Hutchings's introduction to
the story that we find psychological traces of work which only trained
psychic researchers would
recognize, and then the cross-references add the rest. The one thing that must dawn on
us is the repeated evidence that cases which superficially show no
traces of supernormal influences yet yield to experiment proving that
superficial indications cannot be trusted and we may have to allow for
supplementary influences from another world where we least suspect them.
Authorities
differ in regard to the
vraisemblance of the story
to Mark Twain. His biographer, while conceding that the Introduction
contains incidents like Mark
Twain and some unlike him, sees absolutely nothing in the story of Jap Herron that would
remind him of Mark Twain. The
reviewer in the "New York Times" finds some things like Mark Twain, but
regards the story itself as
inferior to his work. It is probable that people would differ widely on
these points, sometimes according to bias one way or the other about the
alleged origin of the story, but more frequently because of the unavoidable
differences of conception which people have of any man whatever. But, as remarked
above, this makes no difference to the hypothesis defended here. We are
neither asserting that the story is like Mark Twain nor assuming these
conditions in the communications that would make it probable that his
characteristics would be reflected in the story. In the contrary, we
assume that the story would be greatly influenced in the transmission by the
subconscious of the medium and also by the mind of the control and of any
other helpers in the process of transmission. It might actually lose all
the specific features by which we should recognize him. Through Mrs.

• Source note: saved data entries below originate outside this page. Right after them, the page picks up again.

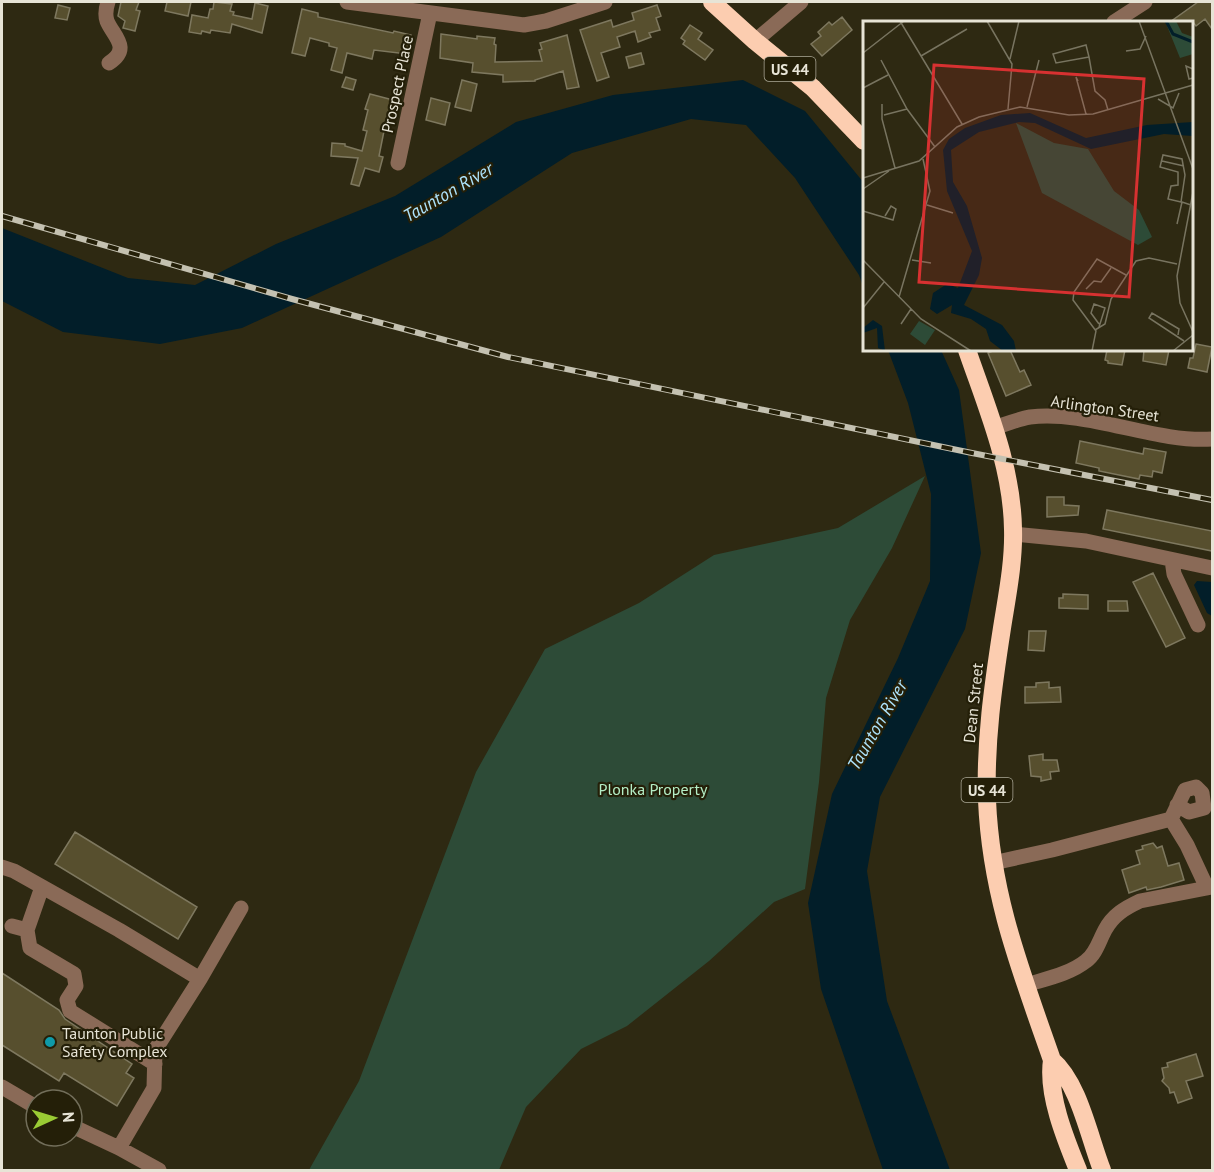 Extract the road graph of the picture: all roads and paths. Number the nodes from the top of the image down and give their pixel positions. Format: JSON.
{"nodes":[{"id":1,"x":108,"y":2,"type":"edge"},
{"id":2,"x":347,"y":2,"type":"edge"},
{"id":3,"x":605,"y":2,"type":"edge"},
{"id":4,"x":712,"y":2,"type":"edge"},
{"id":5,"x":801,"y":2,"type":"edge"},
{"id":6,"x":1145,"y":2,"type":"edge"},
{"id":7,"x":430,"y":13,"type":"junction"},
{"id":8,"x":1116,"y":21,"type":"edge"},
{"id":9,"x":755,"y":41,"type":"junction"},
{"id":10,"x":109,"y":63,"type":"dead end"},
{"id":11,"x":863,"y":140,"type":"edge"},
{"id":12,"x":398,"y":163,"type":"dead end"},
{"id":13,"x":967,"y":351,"type":"edge"},
{"id":14,"x":994,"y":428,"type":"junction"},
{"id":15,"x":1212,"y":439,"type":"edge"},
{"id":16,"x":1013,"y":534,"type":"junction"},
{"id":17,"x":1172,"y":560,"type":"junction"},
{"id":18,"x":1212,"y":568,"type":"edge"},
{"id":19,"x":1198,"y":625,"type":"dead end"},
{"id":20,"x":993,"y":862,"type":"junction"},
{"id":21,"x":2,"y":867,"type":"edge"},
{"id":22,"x":42,"y":887,"type":"junction"},
{"id":23,"x":1210,"y":887,"type":"edge"},
{"id":24,"x":241,"y":908,"type":"dead end"},
{"id":25,"x":200,"y":979,"type":"junction"},
{"id":26,"x":1026,"y":985,"type":"junction"},
{"id":27,"x":1052,"y":1060,"type":"junction"},
{"id":28,"x":155,"y":1064,"type":"junction"},
{"id":29,"x":2,"y":1087,"type":"edge"},
{"id":30,"x":24,"y":1100,"type":"edge"},
{"id":31,"x":84,"y":1132,"type":"edge"},
{"id":32,"x":119,"y":1148,"type":"junction"},
{"id":33,"x":159,"y":1170,"type":"edge"},
{"id":34,"x":1078,"y":1170,"type":"edge"},
{"id":35,"x":1102,"y":1170,"type":"edge"}],
"edges":[{"from":1,"to":10,"type":"street"},
{"from":2,"to":7,"type":"street"},
{"from":3,"to":7,"type":"street"},
{"from":4,"to":9,"type":"highway","number":"US 44"},
{"from":5,"to":9,"type":"street"},
{"from":6,"to":8,"type":"street"},
{"from":7,"to":12,"type":"street","name":"Prospect Place"},
{"from":9,"to":11,"type":"highway","number":"US 44"},
{"from":13,"to":14,"type":"highway","name":"Dean Street","number":"US 44"},
{"from":14,"to":15,"type":"street","name":"Arlington Street"},
{"from":14,"to":16,"type":"highway","name":"Dean Street","number":"US 44"},
{"from":16,"to":17,"type":"street"},
{"from":16,"to":20,"type":"highway","name":"Dean Street","number":"US 44"},
{"from":17,"to":18,"type":"street"},
{"from":17,"to":19,"type":"street"},
{"from":20,"to":23,"type":"street"},
{"from":20,"to":26,"type":"highway","name":"Dean Street","number":"US 44"},
{"from":21,"to":22,"type":"street"},
{"from":22,"to":25,"type":"street"},
{"from":22,"to":28,"type":"street"},
{"from":23,"to":26,"type":"street"},
{"from":24,"to":25,"type":"street"},
{"from":25,"to":28,"type":"street"},
{"from":26,"to":27,"type":"highway","name":"Dean Street","number":"US 44"},
{"from":27,"to":34,"type":"highway","name":"Dean Street","number":"US 44"},
{"from":27,"to":35,"type":"highway","name":"Dean Street","number":"US 44"},
{"from":28,"to":32,"type":"street"},
{"from":29,"to":30,"type":"street"},
{"from":31,"to":32,"type":"street"},
{"from":32,"to":33,"type":"street"}]} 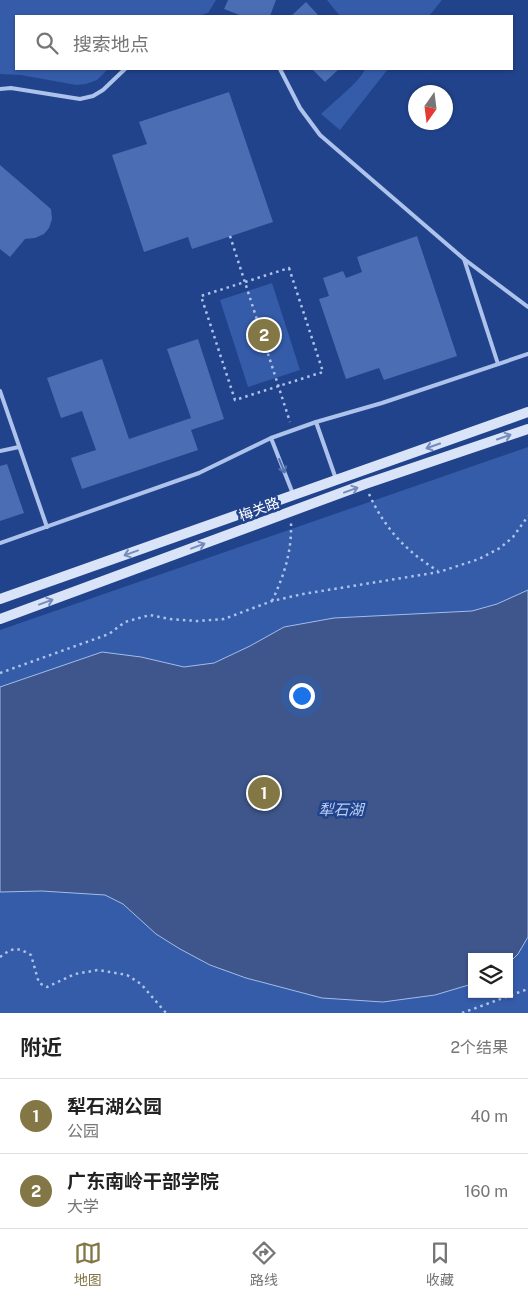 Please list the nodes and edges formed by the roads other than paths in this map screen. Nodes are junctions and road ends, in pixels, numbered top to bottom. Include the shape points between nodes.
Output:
1 (124, 70) edge
2 (281, 70) edge
3 (0, 89) edge
4 (464, 258) junction
5 (528, 307) edge
6 (528, 354) edge
7 (498, 364) junction
8 (0, 391) edge
9 (528, 412) edge
10 (316, 422) junction
11 (528, 429) edge
12 (271, 438) junction
13 (19, 447) junction
14 (0, 451) edge
15 (336, 479) junction
16 (294, 495) junction
17 (46, 527) junction
18 (0, 543) edge
19 (0, 599) edge
20 (0, 619) edge

1 - 3 lane via 103,90 80,99
2 - 4 lane via 300,108 320,135
4 - 5 lane
4 - 7 lane
6 - 7 lane
7 - 10 lane
8 - 13 lane
9 -> 15 street, 梅关路
10 - 12 lane
10 - 15 lane
20 -> 11 street, 梅关路 via 365,484
12 -> 16 lane
12 - 17 lane via 200,473
13 - 14 lane
13 - 17 lane
15 - 16 street, 梅关路
16 -> 19 street, 梅关路
17 - 18 lane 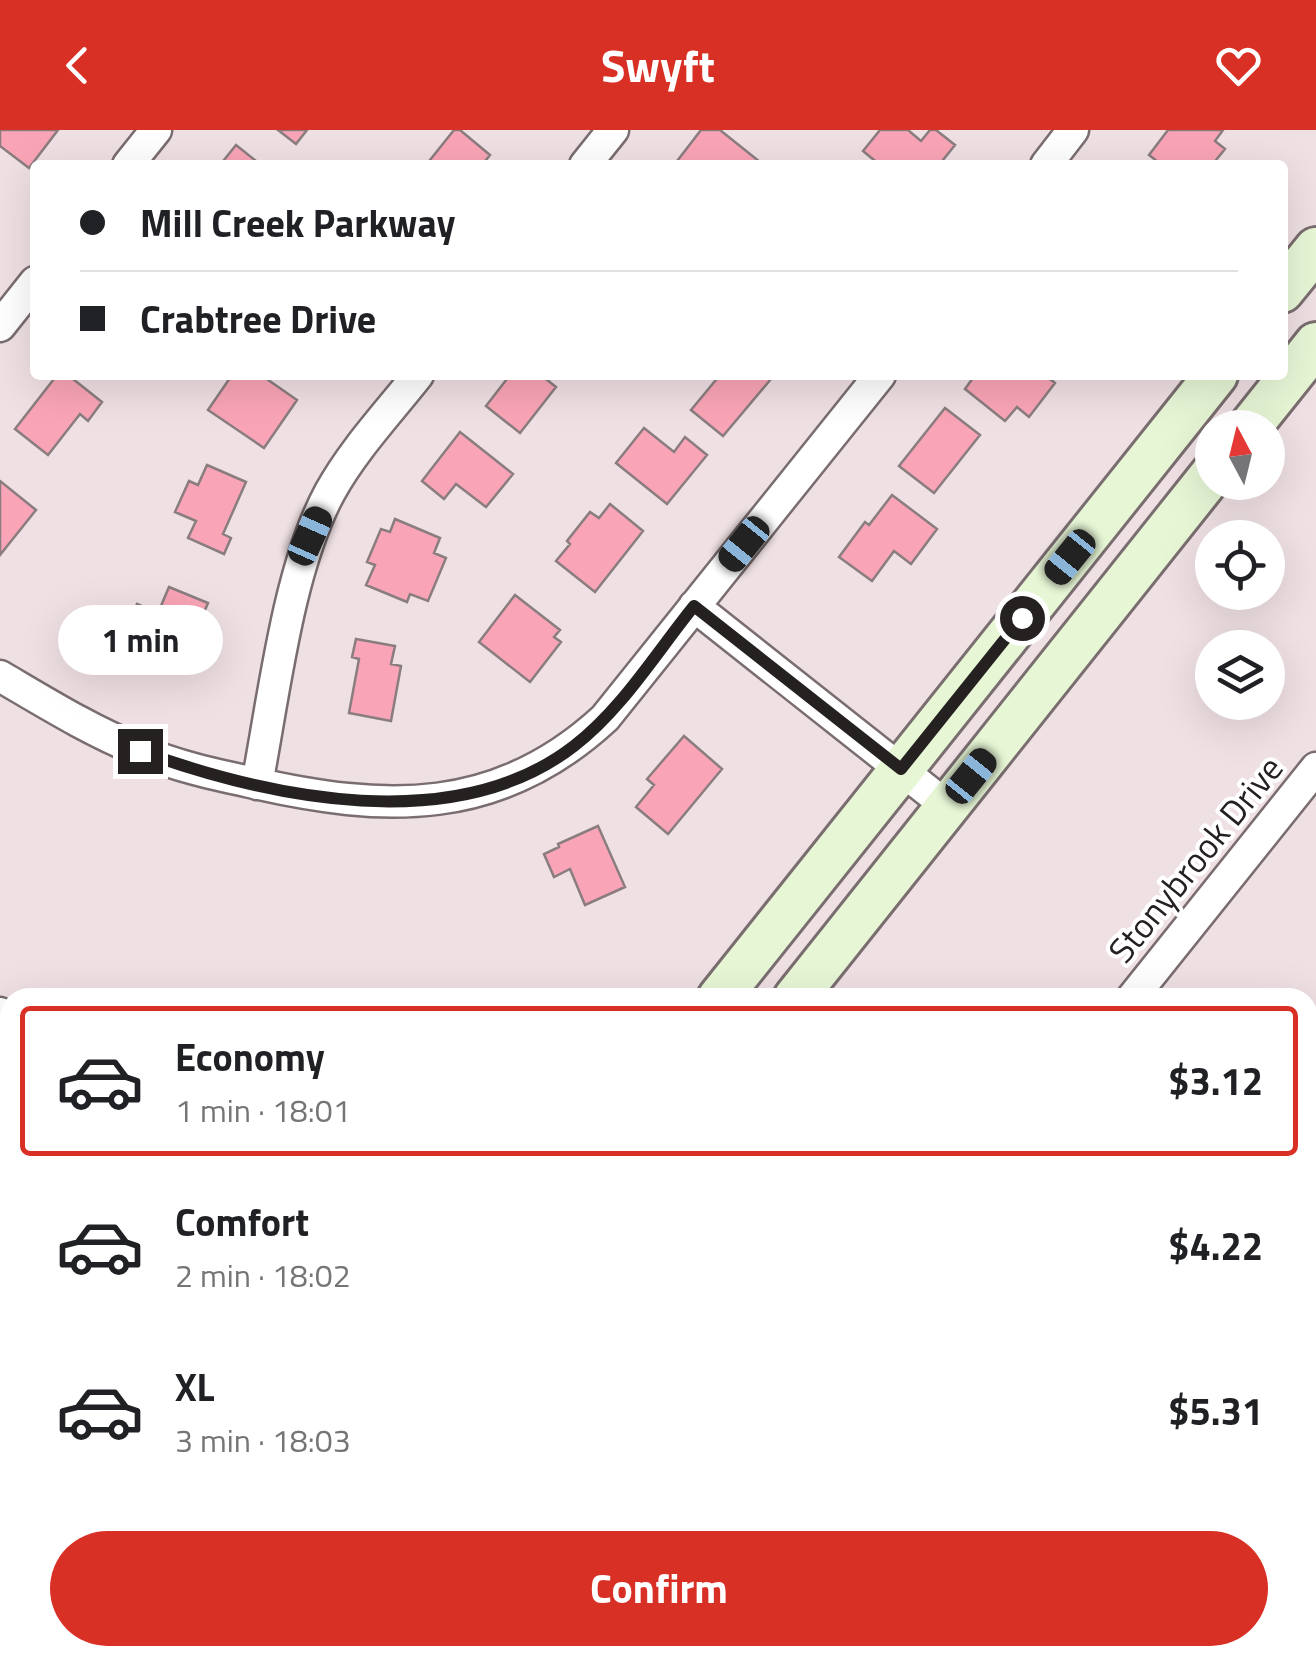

Chenoweth he said he simply had to think and that his thoughts had to be
interpreted
by the medium. This
process of interpretation would greatly alter any message transmitted,
and the man who does not allow for this aspect of the hypothesis is not
discussing the problem we have
before us, but some
a priori product of the imagination with which we are not concerned. We may be
wrong, but the hypothesis here advanced is the one we ask to be met, and
that is that the subconscious of the medium is an important factor in
the results, and that the
evidence from cross-reference fits in with this, even to the extent of
supposing that the stimulus
may be wholly spiritistic while the contents may be wholly subliminal. We have no
proof that this is strictly true in this special case, but the fact that no
trace of Mark Twain may be visible to most readers, or even all of them,
does not affect the hypothesis here advanced. It would affect it if the
process of communication were as simple and direct as the expectant
reader assumes, though in normal life a story, unless reported verbatim,
will undergo modification when transmitted through another mind. With a
symbolic or a new method of transmission or communication, and a number
of minds to reckon with in the process, we may little expect to find
clear characteristics of the person alleged to be the chief
communicator, while evidence that cross-reference supplies may force us
to admit the origin of the facts, though we have to discount their
purity because of the complex conditions affecting their communication. This is fully
illustrated in the Doris Fischer case. Personal characteristics of the
communicator, while they added to the proof, did not determine it, because cross-reference
makes us independent of that aspect of the problem. Hence the important
thing here is the repetition of cases which tend to show that phenomena
otherwise assignable to secondary personality may be proved to have a
supernormal origin by the method of cross-reference.